В настоящее время синтетические заместители костной ткани относятся к одному из трех классов веществ: полимеры (полиметилметакрилат, полимолочная кислота), металлы (сплавы титана, тантала) и керамики (кальцийфосфатная, алюмооксидная, циркониевая керамика, различные виды биостекол и стеклокерамик и т. д.). Последний класс заместителей наиболее перспективен благодаря их превосходной биосовместимости: некоторые из них инертны в физиологической среде (алюмооксидная, циркониевая керамика), а другие имеют контролируемые взаимодействия с тканями организма (С. Barry Carter, М. Grant Norton, 2007).
Компактные керамические материала на основе оксида алюминия, благодаря их высокой прочности, износостойкости и инертности, получили практическое применение в современной травматологии и ортопедии преимущественно в виде составных элементов эндопротезов, замещающих суставы (R. Chana, М. Facek, S. Tilley et al, 2013; H. A. Kazi, J. R. Perera, E. Gillott et al., 2013; K. Nishida, K. Hashizume, Y. Nasu et al, 2014; S. Wang, S. Zhang, Y. Zhao, 2013). Также они распространены в стоматологии (A. A. Galiatsatos, D. Bergou, 2014; S. Vandeweghe, С. Nicolopoulos, E. Thevissen et al, 2013). В литературе имеются публикации о применении материалов из алюмооксидной биокерамики в качестве опорных имплантатов при вентральном спондилодезе (Корж А.А., Грунтовский Г.Х., Корж Н.А., 1992).

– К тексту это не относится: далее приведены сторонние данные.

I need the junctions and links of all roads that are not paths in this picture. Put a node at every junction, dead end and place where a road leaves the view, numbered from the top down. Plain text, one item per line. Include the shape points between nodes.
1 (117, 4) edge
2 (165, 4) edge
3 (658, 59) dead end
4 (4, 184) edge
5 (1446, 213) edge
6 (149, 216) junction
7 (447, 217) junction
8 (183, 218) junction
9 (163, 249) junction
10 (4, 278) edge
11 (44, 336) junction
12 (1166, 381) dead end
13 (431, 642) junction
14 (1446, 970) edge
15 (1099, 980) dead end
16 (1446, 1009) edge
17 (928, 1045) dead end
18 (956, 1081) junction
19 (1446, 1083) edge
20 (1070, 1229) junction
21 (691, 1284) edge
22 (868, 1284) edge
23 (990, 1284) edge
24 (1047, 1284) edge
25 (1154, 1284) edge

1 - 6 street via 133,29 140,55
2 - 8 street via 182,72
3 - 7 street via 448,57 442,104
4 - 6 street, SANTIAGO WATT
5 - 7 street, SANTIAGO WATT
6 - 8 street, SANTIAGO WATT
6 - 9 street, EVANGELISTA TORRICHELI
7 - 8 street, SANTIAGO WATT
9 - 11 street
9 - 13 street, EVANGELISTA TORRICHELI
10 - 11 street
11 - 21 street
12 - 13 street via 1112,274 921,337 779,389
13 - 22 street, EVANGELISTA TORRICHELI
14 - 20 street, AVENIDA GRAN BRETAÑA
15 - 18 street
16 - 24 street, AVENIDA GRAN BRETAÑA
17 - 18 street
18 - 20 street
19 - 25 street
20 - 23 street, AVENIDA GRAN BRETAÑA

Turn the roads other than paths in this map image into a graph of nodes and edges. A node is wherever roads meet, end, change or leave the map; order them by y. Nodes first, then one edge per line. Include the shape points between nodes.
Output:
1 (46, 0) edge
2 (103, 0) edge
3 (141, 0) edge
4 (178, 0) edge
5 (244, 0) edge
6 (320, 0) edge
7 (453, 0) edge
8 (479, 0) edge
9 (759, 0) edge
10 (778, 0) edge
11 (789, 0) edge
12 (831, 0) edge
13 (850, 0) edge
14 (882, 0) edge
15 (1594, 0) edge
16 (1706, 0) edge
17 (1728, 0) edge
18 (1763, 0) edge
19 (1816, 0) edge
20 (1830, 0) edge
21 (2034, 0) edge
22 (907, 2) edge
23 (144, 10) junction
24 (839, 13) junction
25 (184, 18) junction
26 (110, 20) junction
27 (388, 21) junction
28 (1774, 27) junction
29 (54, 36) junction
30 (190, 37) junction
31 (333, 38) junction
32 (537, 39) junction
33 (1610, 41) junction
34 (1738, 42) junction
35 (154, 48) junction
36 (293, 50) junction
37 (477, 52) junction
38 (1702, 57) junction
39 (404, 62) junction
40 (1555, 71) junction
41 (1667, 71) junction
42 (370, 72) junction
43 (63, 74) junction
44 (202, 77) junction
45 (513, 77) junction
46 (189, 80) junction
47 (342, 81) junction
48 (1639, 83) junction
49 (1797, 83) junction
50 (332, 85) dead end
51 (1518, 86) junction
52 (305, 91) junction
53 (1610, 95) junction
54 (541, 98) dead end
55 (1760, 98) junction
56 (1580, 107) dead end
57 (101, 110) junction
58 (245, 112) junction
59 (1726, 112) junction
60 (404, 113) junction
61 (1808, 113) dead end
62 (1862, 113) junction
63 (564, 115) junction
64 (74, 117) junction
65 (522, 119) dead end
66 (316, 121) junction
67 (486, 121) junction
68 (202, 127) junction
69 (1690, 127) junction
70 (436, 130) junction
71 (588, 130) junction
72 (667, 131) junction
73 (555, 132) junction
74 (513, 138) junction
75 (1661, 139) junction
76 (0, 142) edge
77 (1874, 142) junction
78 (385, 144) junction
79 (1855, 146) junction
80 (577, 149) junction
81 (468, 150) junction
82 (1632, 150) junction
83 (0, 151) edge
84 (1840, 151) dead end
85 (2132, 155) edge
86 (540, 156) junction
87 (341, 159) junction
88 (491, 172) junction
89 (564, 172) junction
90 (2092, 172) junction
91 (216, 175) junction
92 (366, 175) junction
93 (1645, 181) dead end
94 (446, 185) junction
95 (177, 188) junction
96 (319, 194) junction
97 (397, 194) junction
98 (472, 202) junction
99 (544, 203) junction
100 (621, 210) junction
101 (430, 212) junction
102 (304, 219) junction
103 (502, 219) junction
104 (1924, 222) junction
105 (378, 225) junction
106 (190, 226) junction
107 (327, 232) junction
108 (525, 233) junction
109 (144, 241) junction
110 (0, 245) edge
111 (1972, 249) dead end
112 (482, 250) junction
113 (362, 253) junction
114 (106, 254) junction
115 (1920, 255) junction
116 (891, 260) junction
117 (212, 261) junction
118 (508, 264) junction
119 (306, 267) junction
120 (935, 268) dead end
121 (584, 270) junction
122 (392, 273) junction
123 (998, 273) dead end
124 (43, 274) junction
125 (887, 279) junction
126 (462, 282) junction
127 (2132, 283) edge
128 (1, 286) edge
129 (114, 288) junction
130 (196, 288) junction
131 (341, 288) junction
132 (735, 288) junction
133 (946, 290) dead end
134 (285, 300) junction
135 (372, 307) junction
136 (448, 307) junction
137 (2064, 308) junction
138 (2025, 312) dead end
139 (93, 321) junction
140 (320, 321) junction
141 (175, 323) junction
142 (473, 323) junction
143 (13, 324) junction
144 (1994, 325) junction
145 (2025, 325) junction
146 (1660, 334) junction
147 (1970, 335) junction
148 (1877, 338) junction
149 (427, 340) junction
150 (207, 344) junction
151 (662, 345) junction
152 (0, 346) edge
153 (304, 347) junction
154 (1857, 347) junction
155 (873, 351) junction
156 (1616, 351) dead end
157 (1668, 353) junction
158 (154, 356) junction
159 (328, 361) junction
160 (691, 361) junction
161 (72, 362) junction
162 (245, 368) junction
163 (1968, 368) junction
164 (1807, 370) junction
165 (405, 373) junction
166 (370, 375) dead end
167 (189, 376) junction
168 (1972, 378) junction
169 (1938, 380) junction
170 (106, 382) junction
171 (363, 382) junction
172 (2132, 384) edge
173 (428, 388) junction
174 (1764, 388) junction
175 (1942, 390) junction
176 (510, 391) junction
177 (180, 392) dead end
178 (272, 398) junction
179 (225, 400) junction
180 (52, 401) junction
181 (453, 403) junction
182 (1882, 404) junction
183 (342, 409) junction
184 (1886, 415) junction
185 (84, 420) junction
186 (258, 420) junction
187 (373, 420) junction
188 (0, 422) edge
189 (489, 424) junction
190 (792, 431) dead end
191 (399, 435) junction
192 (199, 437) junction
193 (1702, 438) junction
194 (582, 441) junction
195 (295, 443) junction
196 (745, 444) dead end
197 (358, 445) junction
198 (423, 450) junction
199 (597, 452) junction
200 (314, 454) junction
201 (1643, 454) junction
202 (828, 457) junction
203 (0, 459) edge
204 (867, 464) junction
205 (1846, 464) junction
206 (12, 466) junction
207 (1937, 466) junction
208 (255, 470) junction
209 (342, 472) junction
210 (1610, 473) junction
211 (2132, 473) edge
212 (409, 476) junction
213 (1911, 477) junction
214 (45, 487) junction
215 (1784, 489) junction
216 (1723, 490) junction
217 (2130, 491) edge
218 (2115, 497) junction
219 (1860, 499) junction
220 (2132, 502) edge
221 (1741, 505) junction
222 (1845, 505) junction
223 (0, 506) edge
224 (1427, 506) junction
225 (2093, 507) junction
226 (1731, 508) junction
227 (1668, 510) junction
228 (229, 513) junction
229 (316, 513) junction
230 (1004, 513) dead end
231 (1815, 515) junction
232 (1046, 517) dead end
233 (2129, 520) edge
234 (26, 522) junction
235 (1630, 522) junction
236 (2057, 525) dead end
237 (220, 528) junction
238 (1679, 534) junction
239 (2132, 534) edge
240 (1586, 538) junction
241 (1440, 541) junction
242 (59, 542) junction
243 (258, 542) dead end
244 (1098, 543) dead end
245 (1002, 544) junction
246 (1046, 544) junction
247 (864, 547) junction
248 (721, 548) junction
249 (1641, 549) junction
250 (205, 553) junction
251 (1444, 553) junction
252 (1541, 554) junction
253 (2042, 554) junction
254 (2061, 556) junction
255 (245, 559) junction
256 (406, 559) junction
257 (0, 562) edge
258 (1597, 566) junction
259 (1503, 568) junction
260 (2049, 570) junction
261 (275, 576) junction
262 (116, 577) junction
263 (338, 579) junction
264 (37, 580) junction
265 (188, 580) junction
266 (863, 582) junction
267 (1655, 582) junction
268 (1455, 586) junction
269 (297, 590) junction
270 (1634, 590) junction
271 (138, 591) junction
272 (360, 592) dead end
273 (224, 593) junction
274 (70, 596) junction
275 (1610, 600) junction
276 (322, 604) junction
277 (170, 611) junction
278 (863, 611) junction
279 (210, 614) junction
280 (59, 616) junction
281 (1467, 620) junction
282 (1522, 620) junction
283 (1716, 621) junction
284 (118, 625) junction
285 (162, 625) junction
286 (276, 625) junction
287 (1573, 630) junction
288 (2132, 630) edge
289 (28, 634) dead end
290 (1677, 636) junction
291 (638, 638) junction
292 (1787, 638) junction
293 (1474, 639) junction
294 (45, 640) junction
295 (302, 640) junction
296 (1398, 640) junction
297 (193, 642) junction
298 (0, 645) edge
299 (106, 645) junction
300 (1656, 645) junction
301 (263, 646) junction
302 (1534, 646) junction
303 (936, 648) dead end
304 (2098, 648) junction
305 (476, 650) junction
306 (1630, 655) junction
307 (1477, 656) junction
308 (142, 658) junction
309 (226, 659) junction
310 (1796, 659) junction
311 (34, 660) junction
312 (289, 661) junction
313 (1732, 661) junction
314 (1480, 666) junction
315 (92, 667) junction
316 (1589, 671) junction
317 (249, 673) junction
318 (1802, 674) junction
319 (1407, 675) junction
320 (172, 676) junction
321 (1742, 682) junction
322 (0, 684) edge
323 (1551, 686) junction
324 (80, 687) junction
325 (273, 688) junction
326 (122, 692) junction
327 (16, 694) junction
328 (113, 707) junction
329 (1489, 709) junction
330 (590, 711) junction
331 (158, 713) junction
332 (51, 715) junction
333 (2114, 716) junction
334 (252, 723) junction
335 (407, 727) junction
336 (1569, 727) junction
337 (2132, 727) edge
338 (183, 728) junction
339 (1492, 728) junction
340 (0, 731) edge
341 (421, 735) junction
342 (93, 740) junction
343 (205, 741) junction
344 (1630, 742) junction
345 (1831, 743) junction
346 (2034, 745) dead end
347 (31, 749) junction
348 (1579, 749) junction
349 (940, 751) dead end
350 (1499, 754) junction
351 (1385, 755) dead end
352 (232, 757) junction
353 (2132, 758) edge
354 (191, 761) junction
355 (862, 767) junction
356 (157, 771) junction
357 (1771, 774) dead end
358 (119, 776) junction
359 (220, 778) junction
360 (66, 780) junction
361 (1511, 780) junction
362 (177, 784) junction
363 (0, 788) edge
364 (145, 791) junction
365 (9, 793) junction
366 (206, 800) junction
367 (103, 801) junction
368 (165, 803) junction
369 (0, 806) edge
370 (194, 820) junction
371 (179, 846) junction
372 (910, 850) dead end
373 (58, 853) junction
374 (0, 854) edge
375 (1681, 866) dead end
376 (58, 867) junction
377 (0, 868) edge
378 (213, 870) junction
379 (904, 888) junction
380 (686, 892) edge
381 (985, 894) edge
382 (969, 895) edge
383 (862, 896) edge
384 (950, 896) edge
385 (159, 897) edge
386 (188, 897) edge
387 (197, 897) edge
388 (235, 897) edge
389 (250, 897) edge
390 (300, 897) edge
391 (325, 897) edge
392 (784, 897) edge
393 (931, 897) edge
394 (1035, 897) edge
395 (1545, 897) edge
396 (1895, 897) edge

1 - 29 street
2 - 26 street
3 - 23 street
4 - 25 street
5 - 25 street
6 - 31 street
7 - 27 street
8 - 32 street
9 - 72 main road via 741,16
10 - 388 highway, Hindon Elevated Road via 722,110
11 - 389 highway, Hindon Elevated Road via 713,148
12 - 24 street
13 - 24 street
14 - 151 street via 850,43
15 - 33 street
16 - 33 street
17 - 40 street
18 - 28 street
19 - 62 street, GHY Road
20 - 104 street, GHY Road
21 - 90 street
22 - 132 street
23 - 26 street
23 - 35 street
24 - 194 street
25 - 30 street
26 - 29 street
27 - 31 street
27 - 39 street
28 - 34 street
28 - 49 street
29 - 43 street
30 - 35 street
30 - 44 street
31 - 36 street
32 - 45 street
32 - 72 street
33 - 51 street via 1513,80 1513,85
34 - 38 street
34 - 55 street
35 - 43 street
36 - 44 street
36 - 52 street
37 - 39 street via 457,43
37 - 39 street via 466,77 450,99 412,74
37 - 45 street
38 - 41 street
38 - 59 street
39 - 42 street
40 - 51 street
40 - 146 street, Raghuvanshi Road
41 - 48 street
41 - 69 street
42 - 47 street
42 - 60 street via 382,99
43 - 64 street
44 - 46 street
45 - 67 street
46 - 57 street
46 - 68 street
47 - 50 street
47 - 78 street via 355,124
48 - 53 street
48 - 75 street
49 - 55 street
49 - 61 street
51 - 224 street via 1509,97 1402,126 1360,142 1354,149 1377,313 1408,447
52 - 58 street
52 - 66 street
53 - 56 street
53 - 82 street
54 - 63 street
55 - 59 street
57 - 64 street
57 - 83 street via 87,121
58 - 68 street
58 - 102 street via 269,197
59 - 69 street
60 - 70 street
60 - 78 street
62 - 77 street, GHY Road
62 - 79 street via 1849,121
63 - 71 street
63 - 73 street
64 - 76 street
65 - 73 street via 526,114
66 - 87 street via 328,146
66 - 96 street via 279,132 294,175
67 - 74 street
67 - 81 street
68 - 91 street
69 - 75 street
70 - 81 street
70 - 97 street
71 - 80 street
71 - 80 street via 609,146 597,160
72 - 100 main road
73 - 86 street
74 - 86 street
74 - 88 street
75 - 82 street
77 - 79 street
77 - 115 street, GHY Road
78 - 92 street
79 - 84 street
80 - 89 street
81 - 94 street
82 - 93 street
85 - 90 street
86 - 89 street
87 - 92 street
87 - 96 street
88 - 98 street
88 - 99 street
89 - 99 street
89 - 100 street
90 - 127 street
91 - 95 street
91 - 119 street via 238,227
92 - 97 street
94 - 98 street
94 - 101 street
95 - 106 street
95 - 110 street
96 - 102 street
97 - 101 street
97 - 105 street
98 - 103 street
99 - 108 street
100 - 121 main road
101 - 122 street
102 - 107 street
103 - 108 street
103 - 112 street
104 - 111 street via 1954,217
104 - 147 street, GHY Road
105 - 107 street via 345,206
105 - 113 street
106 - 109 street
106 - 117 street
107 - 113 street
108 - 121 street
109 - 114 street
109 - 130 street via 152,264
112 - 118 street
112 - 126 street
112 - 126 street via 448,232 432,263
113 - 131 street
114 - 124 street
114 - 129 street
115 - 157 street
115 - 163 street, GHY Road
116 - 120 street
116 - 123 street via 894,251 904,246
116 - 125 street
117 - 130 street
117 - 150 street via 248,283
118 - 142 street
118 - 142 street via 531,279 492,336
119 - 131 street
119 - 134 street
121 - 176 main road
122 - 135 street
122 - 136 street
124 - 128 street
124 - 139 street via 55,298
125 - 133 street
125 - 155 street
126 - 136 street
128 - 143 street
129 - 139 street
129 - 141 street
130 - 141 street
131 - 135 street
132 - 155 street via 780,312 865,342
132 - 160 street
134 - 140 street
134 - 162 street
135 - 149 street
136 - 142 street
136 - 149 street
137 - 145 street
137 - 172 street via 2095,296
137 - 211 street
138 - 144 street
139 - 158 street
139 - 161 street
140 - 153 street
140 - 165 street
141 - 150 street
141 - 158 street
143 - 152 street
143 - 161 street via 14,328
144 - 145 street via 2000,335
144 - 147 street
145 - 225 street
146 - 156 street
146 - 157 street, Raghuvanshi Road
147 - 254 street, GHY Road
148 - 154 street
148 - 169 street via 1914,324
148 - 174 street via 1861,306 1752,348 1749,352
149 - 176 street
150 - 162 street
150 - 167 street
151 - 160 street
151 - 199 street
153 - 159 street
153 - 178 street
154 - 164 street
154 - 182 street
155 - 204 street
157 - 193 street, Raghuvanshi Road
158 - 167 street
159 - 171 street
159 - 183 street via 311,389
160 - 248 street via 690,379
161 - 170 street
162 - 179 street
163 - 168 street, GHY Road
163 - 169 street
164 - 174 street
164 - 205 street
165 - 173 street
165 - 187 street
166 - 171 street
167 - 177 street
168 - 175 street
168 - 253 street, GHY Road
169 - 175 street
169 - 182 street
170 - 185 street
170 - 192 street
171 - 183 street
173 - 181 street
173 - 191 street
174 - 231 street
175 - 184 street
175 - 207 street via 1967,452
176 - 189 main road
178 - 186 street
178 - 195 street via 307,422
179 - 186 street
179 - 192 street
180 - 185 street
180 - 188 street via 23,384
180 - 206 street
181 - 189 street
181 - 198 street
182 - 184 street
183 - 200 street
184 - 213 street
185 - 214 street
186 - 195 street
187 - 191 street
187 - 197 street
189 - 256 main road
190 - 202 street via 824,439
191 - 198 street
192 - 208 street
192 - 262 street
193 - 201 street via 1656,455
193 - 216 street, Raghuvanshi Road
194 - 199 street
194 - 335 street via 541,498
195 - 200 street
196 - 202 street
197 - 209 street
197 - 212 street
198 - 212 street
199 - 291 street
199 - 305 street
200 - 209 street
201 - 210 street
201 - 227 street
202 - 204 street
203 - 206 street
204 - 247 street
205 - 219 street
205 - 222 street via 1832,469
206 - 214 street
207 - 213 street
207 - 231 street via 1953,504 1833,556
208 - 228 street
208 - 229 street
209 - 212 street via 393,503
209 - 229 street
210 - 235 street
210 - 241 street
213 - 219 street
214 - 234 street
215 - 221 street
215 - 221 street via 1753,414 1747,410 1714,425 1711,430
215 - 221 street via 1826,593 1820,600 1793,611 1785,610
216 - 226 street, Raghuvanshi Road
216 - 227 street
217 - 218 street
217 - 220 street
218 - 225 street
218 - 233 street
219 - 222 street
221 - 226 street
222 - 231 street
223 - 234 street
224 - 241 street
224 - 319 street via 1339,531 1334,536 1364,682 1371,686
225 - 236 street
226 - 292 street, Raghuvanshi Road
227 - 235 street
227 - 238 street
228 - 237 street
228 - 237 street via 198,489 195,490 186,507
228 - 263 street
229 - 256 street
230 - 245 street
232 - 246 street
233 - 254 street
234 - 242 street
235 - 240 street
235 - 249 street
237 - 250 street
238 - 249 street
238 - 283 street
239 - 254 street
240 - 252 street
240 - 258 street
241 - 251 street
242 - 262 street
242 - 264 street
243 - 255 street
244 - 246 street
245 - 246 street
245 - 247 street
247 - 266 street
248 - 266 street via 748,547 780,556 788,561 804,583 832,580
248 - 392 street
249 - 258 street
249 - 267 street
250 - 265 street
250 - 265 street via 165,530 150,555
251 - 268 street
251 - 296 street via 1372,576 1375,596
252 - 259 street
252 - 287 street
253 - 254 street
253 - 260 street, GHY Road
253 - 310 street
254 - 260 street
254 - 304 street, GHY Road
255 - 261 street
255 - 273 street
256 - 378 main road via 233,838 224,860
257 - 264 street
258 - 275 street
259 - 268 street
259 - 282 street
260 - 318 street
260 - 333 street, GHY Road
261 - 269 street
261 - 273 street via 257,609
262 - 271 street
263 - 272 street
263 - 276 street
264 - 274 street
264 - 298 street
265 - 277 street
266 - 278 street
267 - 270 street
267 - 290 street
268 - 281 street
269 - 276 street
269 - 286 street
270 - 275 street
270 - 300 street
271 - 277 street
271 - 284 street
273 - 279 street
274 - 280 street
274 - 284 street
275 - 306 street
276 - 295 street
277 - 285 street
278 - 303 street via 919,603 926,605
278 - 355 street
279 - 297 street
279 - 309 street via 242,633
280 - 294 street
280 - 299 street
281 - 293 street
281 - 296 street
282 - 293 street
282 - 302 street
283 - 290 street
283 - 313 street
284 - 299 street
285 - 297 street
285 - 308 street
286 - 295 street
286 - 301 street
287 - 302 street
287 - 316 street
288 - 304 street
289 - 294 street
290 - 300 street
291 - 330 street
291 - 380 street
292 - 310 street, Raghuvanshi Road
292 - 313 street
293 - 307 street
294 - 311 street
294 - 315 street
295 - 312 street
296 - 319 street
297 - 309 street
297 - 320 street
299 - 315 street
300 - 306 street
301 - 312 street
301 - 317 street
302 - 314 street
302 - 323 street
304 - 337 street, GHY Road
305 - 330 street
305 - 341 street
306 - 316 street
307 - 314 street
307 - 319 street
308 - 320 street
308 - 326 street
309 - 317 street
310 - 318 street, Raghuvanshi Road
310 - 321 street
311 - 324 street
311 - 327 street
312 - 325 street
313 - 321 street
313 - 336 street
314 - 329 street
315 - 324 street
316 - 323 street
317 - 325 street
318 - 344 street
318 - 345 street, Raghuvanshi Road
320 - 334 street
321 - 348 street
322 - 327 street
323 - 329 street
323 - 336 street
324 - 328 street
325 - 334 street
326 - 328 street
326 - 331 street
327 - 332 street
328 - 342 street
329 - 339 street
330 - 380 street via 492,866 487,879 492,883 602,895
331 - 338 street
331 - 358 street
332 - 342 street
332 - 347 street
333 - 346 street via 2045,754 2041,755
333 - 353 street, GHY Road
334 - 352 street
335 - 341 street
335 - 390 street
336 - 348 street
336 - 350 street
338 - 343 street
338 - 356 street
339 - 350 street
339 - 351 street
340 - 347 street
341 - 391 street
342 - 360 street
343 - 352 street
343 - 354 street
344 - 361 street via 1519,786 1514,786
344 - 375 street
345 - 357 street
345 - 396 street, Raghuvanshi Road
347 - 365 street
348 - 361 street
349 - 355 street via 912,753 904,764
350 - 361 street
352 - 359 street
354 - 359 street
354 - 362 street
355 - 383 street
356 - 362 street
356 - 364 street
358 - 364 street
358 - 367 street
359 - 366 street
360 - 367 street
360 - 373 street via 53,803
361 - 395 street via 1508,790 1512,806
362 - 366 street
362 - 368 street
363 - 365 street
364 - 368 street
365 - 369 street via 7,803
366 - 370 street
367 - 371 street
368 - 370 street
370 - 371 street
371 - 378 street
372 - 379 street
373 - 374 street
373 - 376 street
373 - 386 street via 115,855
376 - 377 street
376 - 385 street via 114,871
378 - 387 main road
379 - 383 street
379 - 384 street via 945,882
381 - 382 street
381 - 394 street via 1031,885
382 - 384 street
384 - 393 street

По нашим сведениям, транспедикулярная пластика тела пористыми алюмооксидными биокерамическими гранулами в современной литературе еще не описана. Предложенный материал для пластики тела позвонка, является инертным и биосовметимым материалом способным к остеоинтеграции отличается от своих аналогов высокой прочностью, что, как показывает проведенное исследование степени восстановления формы и прочности тел поврежденных позвонков биокерамичесими гранулами (III серия экспериментов), позволяет восстановить не только форму позвонка, но и его прочность на сжатие, таким образом, способность выдерживать высокие аксиальные нагрузки.
Как показал эксперимент, восстановление прочности на сжатие поврежденного позвонка не только зависит от характеристик пластических гранул. Значимую роль играет степень исходного повреждения позвонка с вовлечением в перелом отделов позвонка, играющих ключевую роль в биомеханическом отношении. В ходе исследования выявлено, если имеется разрушение задней стенки тела позвонка, являющейся частью средней опорной колонны позвоночника, то даже пластика высокопрочными алюмооксидными гранулами будет неэффективна.